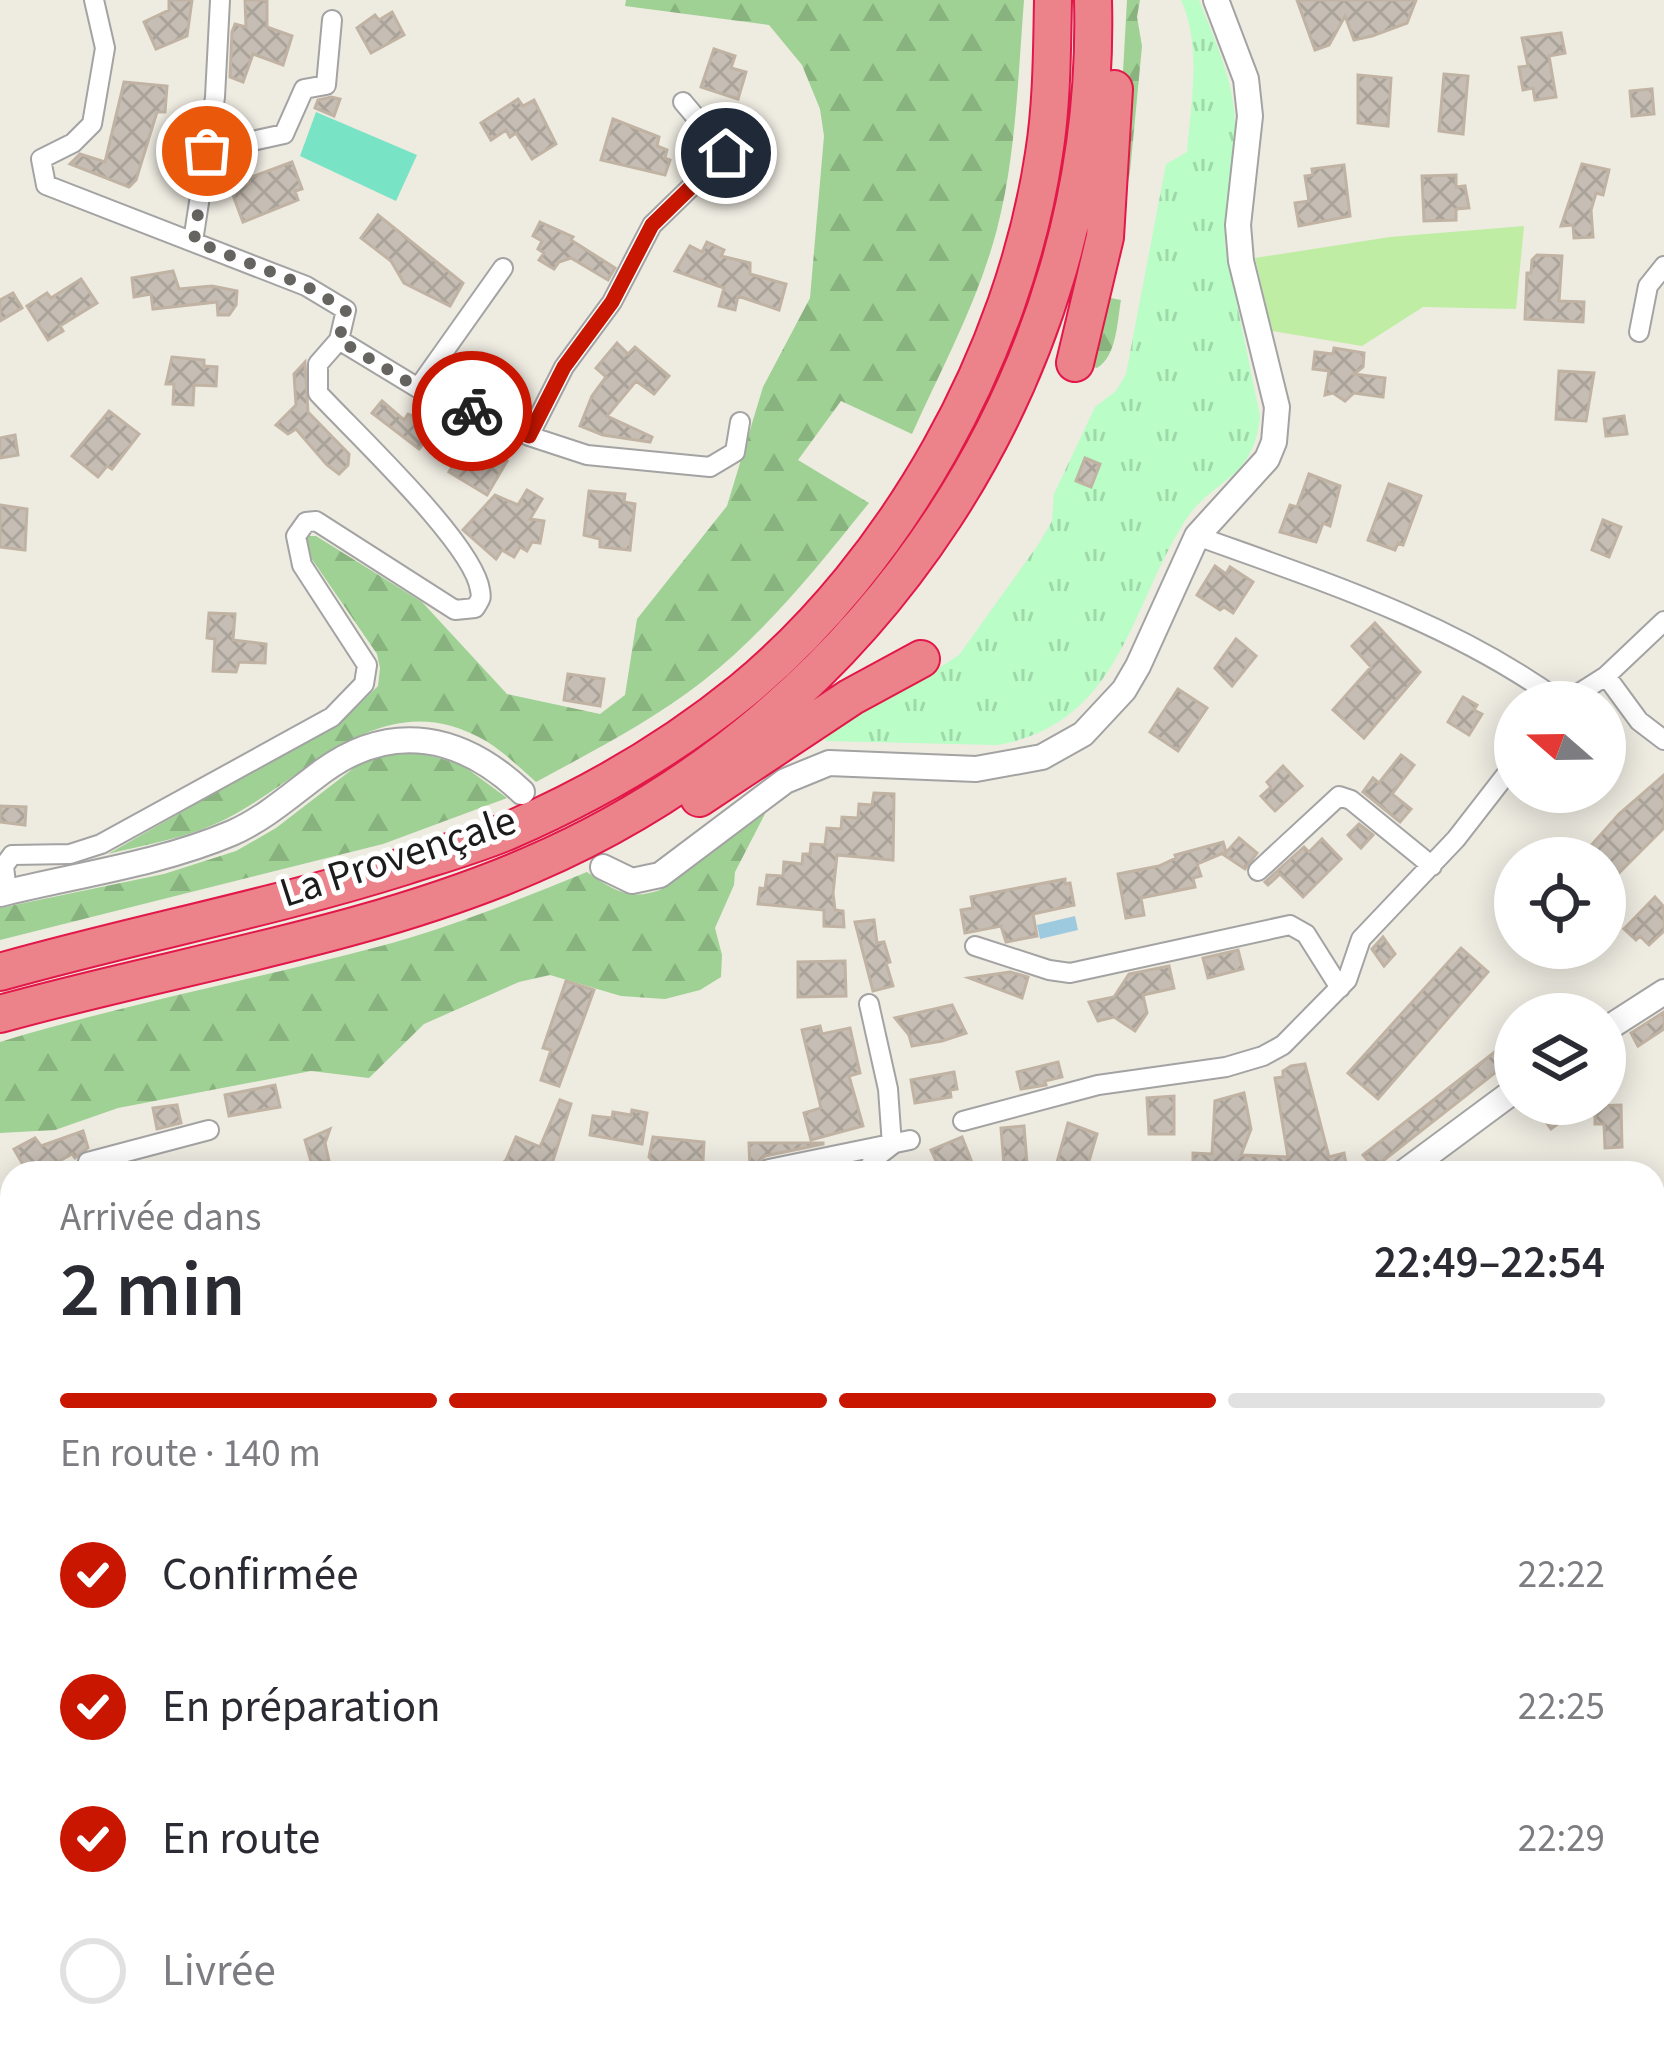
<!DOCTYPE html>
<html lang="fr">
<meta charset="utf-8">
<style>
:root{--surface:#fff;--page:#f2f2f3;--text:#2b2b33;--muted:#7c7c81;--line:#e1e1e2;--accent:#c81600}
body{margin:0;font-family:"Source Sans 3",sans-serif;background:var(--page);color:var(--text);height:100vh;display:flex;flex-direction:column;font-size:45px;white-space:nowrap}
*{box-sizing:border-box;margin:0}
p{font-size:39px;color:var(--muted)}
.icon{flex:none;width:66px;height:66px;fill:none;stroke:currentColor;stroke-width:2;stroke-linecap:round;stroke-linejoin:round}
.map{position:relative;flex:1;overflow:hidden}
.sheet{position:absolute;left:0px;top:1161px;width:1665px;height:903px;display:flex;flex-direction:column;background:var(--surface);border-radius:36px 36px 0 0;box-shadow:0 6px 30px #0003}
.sheet>*{flex:none}
.needle{width:78px;rotate:290deg}
.controls{position:absolute;left:1494px;top:681px;display:grid;gap:24px}
.controls a{display:grid;place-items:center;width:132px;height:132px;border-radius:50%;background:var(--surface);box-shadow:0 6px 30px #0003;font-size:60px}
.pin{position:absolute;display:grid;place-items:center;width:102px;height:102px;color:#fff;margin:-51px;border:6px solid #fff;border-radius:50%;box-shadow:0 3px 12px #0007}
.courier{position:absolute;display:grid;place-items:center;width:120px;height:120px;margin:-60px;border:9px solid #c81600;border-radius:50%;background:#fff;color:#222;box-shadow:0 3px 15px #0007}
.headline em{font-style:normal;font-weight:600}
.headline div{display:flex;flex-direction:column-reverse}
.headline{display:flex;align-items:center;justify-content:space-between;height:204px;padding:0 60px}
h1{font-size:78px;font-weight:600;line-height:90px}
.bar{display:grid;grid-template-columns:repeat(4,1fr);gap:18px 12px;align-content:center;height:144px;padding:0 60px}
.bar i{height:15px;border-radius:9px;background:var(--line)}
.bar .selected{background:var(--accent)}
.bar p{grid-column:span 4}
ol{padding:0 60px;list-style:none}
li{display:flex;align-items:center;gap:36px;height:132px}
li p{margin-inline-start:auto}
li .icon{padding:12px;border-radius:50%;background:var(--accent);color:#fff;stroke-width:4}
li:last-child{color:var(--muted)}
li i{width:66px;height:66px;border:6px solid var(--line);border-radius:50%}
.map>svg:first-child{display:block}
.grass{fill:#bfeda3}
.forest{fill:url(#forest-firs)}
.park{fill:url(#park-tufts)}
.pitch{fill:#79e3c6}
.water{fill:url(#water-waves)}
.building{fill:url(#building-cross-hatch);stroke:#c1b3a3;stroke-width:3}
.lines{fill:none;stroke-linecap:round;stroke-linejoin:round}
.minor-casing{stroke:#a3a3a3;stroke-width:22}
.tertiary-casing{stroke:#a3a3a3;stroke-width:28}
.secondary-casing{stroke:#5d7600;stroke-width:32}
.primary-casing{stroke:#947300;stroke-width:34}
.motorway-casing{stroke:#e21848;stroke-width:40}
.minor{stroke:#fff;stroke-width:18}
.tertiary{stroke:#fff;stroke-width:24}
.secondary{stroke:#f1fdb0;stroke-width:27}
.primary{stroke:#ffdd95;stroke-width:30}
.motorway{stroke:#ec838b;stroke-width:36}
.done{stroke:#666461;stroke-width:12;stroke-dasharray:0 21.6}
.route{stroke:#c81600;stroke-width:15}
.labels{text-anchor:middle;dominant-baseline:central;stroke-width:10;stroke-linejoin:round;paint-order:stroke}
.street-label{font-size:42px;fill:#1c1c1c;stroke:#fff}
</style>
<div class="map">
<svg width="1664" height="2062" viewBox="0 0 1664 2062">
<defs>
<pattern id="forest-firs" width="22" height="20" patternUnits="userSpaceOnUse" patternTransform="scale(3)"><rect width="22" height="20" fill="#9ed193"/><path d="M5 1l3.5 6h-7zM16 11l3.5 6h-7z" fill="#88b37e"/></pattern>
<pattern id="park-tufts" width="24" height="20" patternUnits="userSpaceOnUse" patternTransform="scale(3)"><rect width="24" height="20" fill="#bafdc6"/><path d="M3 7l-1-3M5 7V3M7 7l1-3M15 17l-1-3M17 17v-4M19 17l1-3" fill="none" stroke="#9fd8aa"/></pattern>
<pattern id="water-waves" width="16" height="10" patternUnits="userSpaceOnUse" patternTransform="scale(3)"><rect width="16" height="10" fill="#9ecadf"/><path d="M0 5q4-4 8 0t8 0" fill="none" stroke="#88adbf"/></pattern>
<pattern id="building-cross-hatch" width="8" height="8" patternUnits="userSpaceOnUse" patternTransform="scale(3)"><rect width="8" height="8" fill="#c6beb4"/><path d="M0 0l8 8M0 8l8-8" fill="none" stroke="#aaa39a"/></pattern>
</defs>
<rect width="100%" height="100%" fill="#eeebe1"/>
<!-- grass -->
<path class="grass" d="M1524,226L1516,309L1423,307L1362,346L1272,331L1255,258L1390,237Z"/>
<!-- forest -->
<path class="forest" d="M626,0H1024C1018,76 1016,156 997,229C978,302 942,367 912,434L841,401L798,460L869,503C818,566 767,631 703,681C652,721 593,751 536,782C520,768 504,752 486,741C378,678 305,784 215,824C182,839 143,845 108,854L343,720L378,686L380,668L377,654L305,549L304,542L309,536H316L422,602L507,694L600,714L625,695L637,619L727,506L763,387L810,298L824,136L820,109L802,65L769,25L625,6Z
M1127,0H1140L1137,17L1142,46L1130,172L1106,297L1121,300C1117,322 1117,356 1097,368L1090,366L1116,198Z
M412,751L461,764L507,798L383,844L0,940V908L164,874L236,851L276,828L363,761Z
M768,808L735,872L734,885L715,928L722,955L721,977L700,990L665,999L621,996L550,975L519,982L424,1024L369,1078L311,1071L118,1108L55,1130L0,1133V1042C124,1004 252,980 377,947C449,928 518,900 587,872C613,890 629,901 660,890Z"/>
<!-- park -->
<path class="park" d="M1181,0H1199C1216,43 1237,87 1235,134C1233,172 1224,208 1225,246L1260,416C1254,482 1212,477 1183,524C1129,611 1119,724 997,745L825,741L829,724L929,666L939,668L959,655L1040,542L1052,521L1054,494L1095,407L1116,391L1126,374L1166,164L1187,152C1191,102 1202,47 1181,0Z"/>
<!-- pitch -->
<path class="pitch" d="M316,112L417,155L396,201L300,156Z"/>
<!-- water -->
<path class="water" d="M1075,916L1078,930L1040,939L1037,925Z"/>
<!-- building -->
<path class="building" d="M169,0H192L187,36L156,49L144,22L169,10Z
M245,0H267V27L292,36L283,65L253,54L243,82L230,77L232,32L235,24L246,27Z
M1297,0H1416L1407,23L1372,36L1354,40L1345,16L1329,45L1315,50Z
M392,12L404,35L371,53L357,28L375,15L379,20Z
M1561,33L1565,53L1549,56L1556,97L1535,100L1533,88L1523,90L1519,67L1528,66L1522,38Z
M714,49L735,56L731,68L746,72L738,99L701,87Z
M1444,74L1468,76L1463,134L1439,131Z
M1358,75L1391,78L1388,126L1358,123Z
M124,82L167,86L165,112H157L136,180L129,187L70,164L80,154L105,162Z
M1652,89L1654,114L1632,116L1630,91Z
M331,97L340,99L334,116L315,108L318,100Z
M518,99L523,106L534,100L556,144L532,159L516,133L510,137L506,130L491,140L481,123Z
M613,119L659,137L657,146L667,150L665,158L670,160L665,175L601,160Z
M292,162L302,189L295,191L298,200L243,222L231,190L250,183L249,178Z
M1582,164L1609,170L1603,195L1596,193L1591,210L1593,237L1574,238L1573,225L1561,226Z
M1344,165L1350,216L1299,226L1295,203L1309,201L1305,176L1313,175L1312,169Z
M1456,175V187L1465,186L1469,208L1456,209V220L1424,221L1422,176Z
M378,215L463,283L450,306L404,283L391,261L361,238Z
M540,222L573,237L571,240L615,268L608,280L571,258L559,262L554,269L539,260L544,253L538,249L542,241L533,236Z
M707,242L724,250L721,256L750,263V274L786,284L779,310L738,296L735,310L719,306L724,288L675,271L690,246L702,252Z
M1537,255L1562,256L1559,301L1584,302L1583,322L1525,319L1527,273H1531L1532,260Z
M173,271L179,289L212,286L237,291L236,305L229,315H218L217,302L153,309L151,294L134,297L132,278Z
M81,279L97,303L60,326L63,331L48,340L27,306L47,293L51,298Z
M13,293L22,308L0,321V300Z
M617,343L628,354L635,347L669,376L654,394L636,381L607,416L652,437L650,442L603,435L580,426L592,396L606,377L596,368Z
M1334,348L1364,353L1363,367L1354,374L1385,378L1383,397L1354,393L1345,401L1333,393L1325,395L1329,371L1313,369L1315,352L1333,354Z
M172,357L204,360V366L217,367L216,386L194,385L193,405L173,404L174,384H166Z
M305,362L308,412L349,454L348,465L339,474L327,465L296,429L288,434L276,425L296,405L294,374Z
M1559,371L1594,373L1586,421L1556,419Z
M382,401L404,420L408,414L419,418L456,442L460,434L507,461L487,495L449,472L455,462L424,443L419,449L372,413Z
M109,411L139,434L112,469L107,466L98,477L72,456Z
M1624,416L1627,434L1606,436L1604,419Z
M15,435L18,455L0,458V438Z
M1085,458L1100,464L1091,487L1076,481Z
M1309,474L1340,486L1330,526L1323,523L1316,542L1280,532L1290,505L1297,507Z
M1389,484L1421,496L1403,545L1398,543L1395,550L1368,540Z
M527,490L542,499L530,519L544,521L540,543L532,542L527,551L520,547L514,557L502,550L496,559L463,530L495,495L518,505Z
M589,491L625,494L624,502L635,504L630,550L600,547V539L584,535Z
M0,505L27,509L25,550L0,547Z
M1603,520L1621,527L1609,557L1592,550Z
M1215,566L1226,574L1230,567L1253,582L1233,613L1224,607L1220,610L1197,595Z
M209,613L235,614L233,640L266,644L265,663L239,662L236,672L213,671L215,639L207,638Z
M1375,623L1420,672L1364,738L1333,710L1371,667L1352,646Z
M1236,639L1256,656L1232,686L1215,668Z
M568,674L604,679L600,706L564,700Z
M1178,689L1207,708L1178,751L1150,732Z
M1463,697L1477,705L1474,710L1482,714L1469,735L1448,722Z
M1401,755L1414,765L1392,794L1411,809L1400,822L1363,792L1373,778L1379,783Z
M1283,766L1302,786L1275,811L1261,796L1271,787L1267,782Z
M1664,775V828L1605,887V858H1580L1619,814Z
M874,793L894,794L893,860L837,855L833,893L835,910L843,911L844,927L824,926V910L758,904L760,888L765,889L767,875L783,876L784,862L802,864L803,854H810L811,844L825,845L827,828L841,829L842,817L858,818L859,804L872,805Z
M0,806L26,807L25,825L0,822Z
M1359,824L1373,835L1361,848L1348,835Z
M1239,838L1257,853L1245,869L1224,855Z
M1322,839L1341,859L1303,897L1280,874L1268,885L1265,882L1304,847L1309,852Z
M1223,842L1226,852L1197,864L1201,876L1193,878L1195,887L1141,898L1144,915L1126,918L1118,874L1159,866L1176,858L1175,855Z
M1065,879V884L1070,883L1074,905L1033,914L1037,936L1006,942L1001,926L965,933L961,910L973,908L971,897Z
M1655,897L1664,907V931L1649,945L1640,936L1636,940L1624,929Z
M874,920L877,943L884,942L890,962L886,963L893,986L873,991L855,922Z
M1383,937L1395,954L1384,966L1372,949Z
M1461,948L1488,972L1378,1099L1348,1073Z
M1238,950L1243,969L1208,978L1203,958Z
M845,961L846,996L798,997V962Z
M1169,966L1174,988L1143,995L1147,1013L1135,1031L1114,1017L1098,1021L1089,1002L1114,997L1129,974Z
M1010,972L1028,977L1022,998L969,978Z
M566,981L594,990L559,1086L541,1080L551,1050L543,1048Z
M952,1005L966,1033L942,1041L912,1046L909,1035L895,1018Z
M1664,1012V1029L1638,1046L1631,1033Z
M820,1026L822,1034L850,1028L860,1073L849,1076L863,1126L811,1140L804,1113L821,1108L802,1030Z
M1515,1036V1057L1374,1168L1363,1155Z
M1058,1062L1062,1077L1045,1081L1046,1085L1021,1089L1017,1072Z
M1305,1064L1329,1157L1344,1153L1347,1169L1332,1173H1285L1193,1169V1153L1212,1154L1215,1101L1244,1093L1251,1129L1241,1155L1288,1157L1275,1078L1283,1077V1071L1291,1066Z
M954,1072L957,1089L950,1090L951,1097L915,1103L911,1080Z
M275,1085L280,1107L229,1116L225,1095Z
M1174,1096V1134H1149L1147,1098Z
M560,1100L571,1104L549,1173H492L506,1160L516,1137L540,1147Z
M1533,1104H1573L1563,1111L1567,1117L1551,1129Z
M177,1105L181,1123L157,1129L153,1108Z
M1621,1105L1622,1147L1605,1148L1604,1124H1595V1106Z
M632,1110L647,1113L642,1144L590,1135L593,1116L612,1118L613,1112L631,1115Z
M1068,1123L1097,1134L1086,1171L1056,1166Z
M1024,1126L1027,1164L1004,1165L1001,1128Z
M330,1129L325,1143L329,1161L312,1165L305,1140Z
M83,1131L88,1148L75,1158L72,1154L38,1173H33L29,1166L25,1168L14,1149L35,1138L41,1146Z
M653,1137L704,1142L703,1161L664,1162L659,1168L649,1157Z
M962,1137L971,1160L941,1172L931,1150Z
M749,1143H823V1144L765,1156L757,1164L756,1173H750Z"/>
<g class="lines">
<!-- minor casing -->
<g class="minor-casing">
<path id="minor" d="M207,151L215,97L220,0
M193,241L207,151L284,134L304,89L326,85L332,20
M1639,332L1648,286L1664,266
M339,340L418,388L529,436L564,367L612,302L652,225L726,153L683,102
M418,388L503,268
M529,436L587,455L710,467L735,452L740,422
M1197,536C1322,581 1453,623 1561,702
M1606,676L1639,721L1664,740
M1565,702L1606,676L1664,621
M1258,871L1339,796L1351,800L1432,866
M7,893L4,866L12,855L70,854L101,844L332,717L364,684L367,665L302,565L296,536L306,522L316,521L455,610L475,608C480,599 482,600 480,590C474,544 353,431 318,393V364L339,340L346,310L306,286L46,185L41,159L73,143L92,124L105,48L94,0
M975,946L1049,970L1070,973L1290,925L1306,934L1340,988
M869,1004L888,1089L892,1145
M963,1121L1098,1085L1226,1067L1263,1056L1283,1045L1347,980L1361,939L1456,839L1515,763
M769,1169L910,1140
M84,1173L88,1162L209,1130
M866,1173L874,1159L892,1145
M1653,1252L1664,1250
M12,1315L5,1326L12,1337
M0,1538L12,1558
M911,2052L931,2062"/>
</g>
<!-- tertiary casing -->
<g class="tertiary-casing">
<path id="tertiary" d="M603,867L632,881L660,875L785,781L829,763L976,769L1042,757L1083,734L1124,690L1138,666L1197,536L1267,459L1274,442L1277,407L1241,261L1238,225L1250,116L1246,79L1216,0
M0,894C76,875 159,864 232,833C266,818 293,793 323,771C393,720 463,736 522,792
M1605,1030L1664,992
M1403,1173L1515,1090
M4,1634L3,1598L12,1583"/>
</g>
<!-- secondary casing -->
<g class="secondary-casing">
<path id="secondary" d="M0,1632L12,1640
M0,1907L12,1909
M650,2062L651,2052"/>
</g>
<!-- primary casing -->
<g class="primary-casing">
<path id="primary" d="M1653,1661H1664
M0,1662H12
M0,1698L12,1699
M1653,1699H1664"/>
</g>
<!-- motorway casing -->
<g class="motorway-casing">
<path id="motorway" d="M1075,363L1105,237L1114,89
M699,798L851,697L921,659
M0,972C135,934 272,908 405,866C439,855 475,845 508,831C591,795 672,748 742,691C898,562 1014,354 1044,154C1052,104 1052,51 1053,0
M0,1014C172,966 368,936 531,865C873,718 1103,372 1093,0"/>
</g>
<!-- minor -->
<use href="#minor" class="minor"/>
<!-- tertiary -->
<use href="#tertiary" class="tertiary"/>
<!-- secondary -->
<use href="#secondary" class="secondary"/>
<!-- primary -->
<use href="#primary" class="primary"/>
<!-- motorway -->
<use href="#motorway" class="motorway"/>
</g>
<g class="lines">
<!-- done -->
<path class="done" d="M207,151L194,241L306,286L346,310L339,340L418,388L472,411"/>
<!-- route -->
<path class="route" d="M472,411L529,436L564,367L612,302L652,225L726,153"/>
</g>
<g class="labels">
<!-- street labels -->
<g class="street-label">
<text transform="translate(398 857) rotate(-18)">La Provençale</text>
</g>
</g>
</svg>
<div class="controls">
<a><svg class="needle" viewBox="-14 -14 28 28"><path d="M0-13l5 13h-10z" fill="#e53935"/><path d="M0 13l5-13h-10z" fill="#7c7c81"/></svg></a>
<a><svg class="icon" aria-label="locate" viewBox="0 0 24 24"><circle cx="12" cy="12" r="6"/><path d="M12 2v4M12 18v4M2 12h4M18 12h4"/></svg></a>
<a><svg class="icon" aria-label="layers" viewBox="0 0 24 24"><path d="M12 4l9 5-9 5-9-5zM3 14l9 5 9-5"/></svg></a>
</div>
<div class="pin" style="left:207px;top:151px;background:#ea580c"><svg class="icon" aria-label="bag" viewBox="0 0 24 24"><path d="M5 8h14l-1 12H6zM9 8a3 3 0 0 1 6 0"/></svg></div>
<div class="pin" style="left:726px;top:153px;background:#1f2937"><svg class="icon" aria-label="home" viewBox="0 0 24 24"><path d="M3 11l9-7 9 7M6 9v11h12V9"/></svg></div>
<div class="courier" style="left:472px;top:411px"><svg class="icon" aria-label="bike" viewBox="0 0 24 24"><circle cx="6" cy="16" r="4"/><circle cx="18" cy="16" r="4"/><path d="M6 16l4-8h5l3 8M10 8l3 8H6M13 5h3"/></svg></div>
<section class="sheet">
<div class="headline"><div><h1>2 min</h1><p>Arrivée dans</p></div><em>22:49–22:54</em></div>
<div class="bar"><i class="selected"></i><i class="selected"></i><i class="selected"></i><i></i><p>En route · 140 m</p></div>
<ol>
<li><svg class="icon" aria-label="check" viewBox="0 0 24 24"><path d="M5 12l5 5 9-10"/></svg>Confirmée<p>22:22</p></li>
<li><svg class="icon" aria-label="check" viewBox="0 0 24 24"><path d="M5 12l5 5 9-10"/></svg>En préparation<p>22:25</p></li>
<li><svg class="icon" aria-label="check" viewBox="0 0 24 24"><path d="M5 12l5 5 9-10"/></svg>En route<p>22:29</p></li>
<li><i></i>Livrée</li>
</ol>
</section>
</div>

┄┄┄┄┄┄┄┄┄┄

ABOUT THIS TASK
Filter the listing for the word "street" and copy every line that holds it.

ANSWER TO THIS PROBLEM
.street-label{font-size:42px;fill:#1c1c1c;stroke:#fff}
<!-- street labels -->
<g class="street-label">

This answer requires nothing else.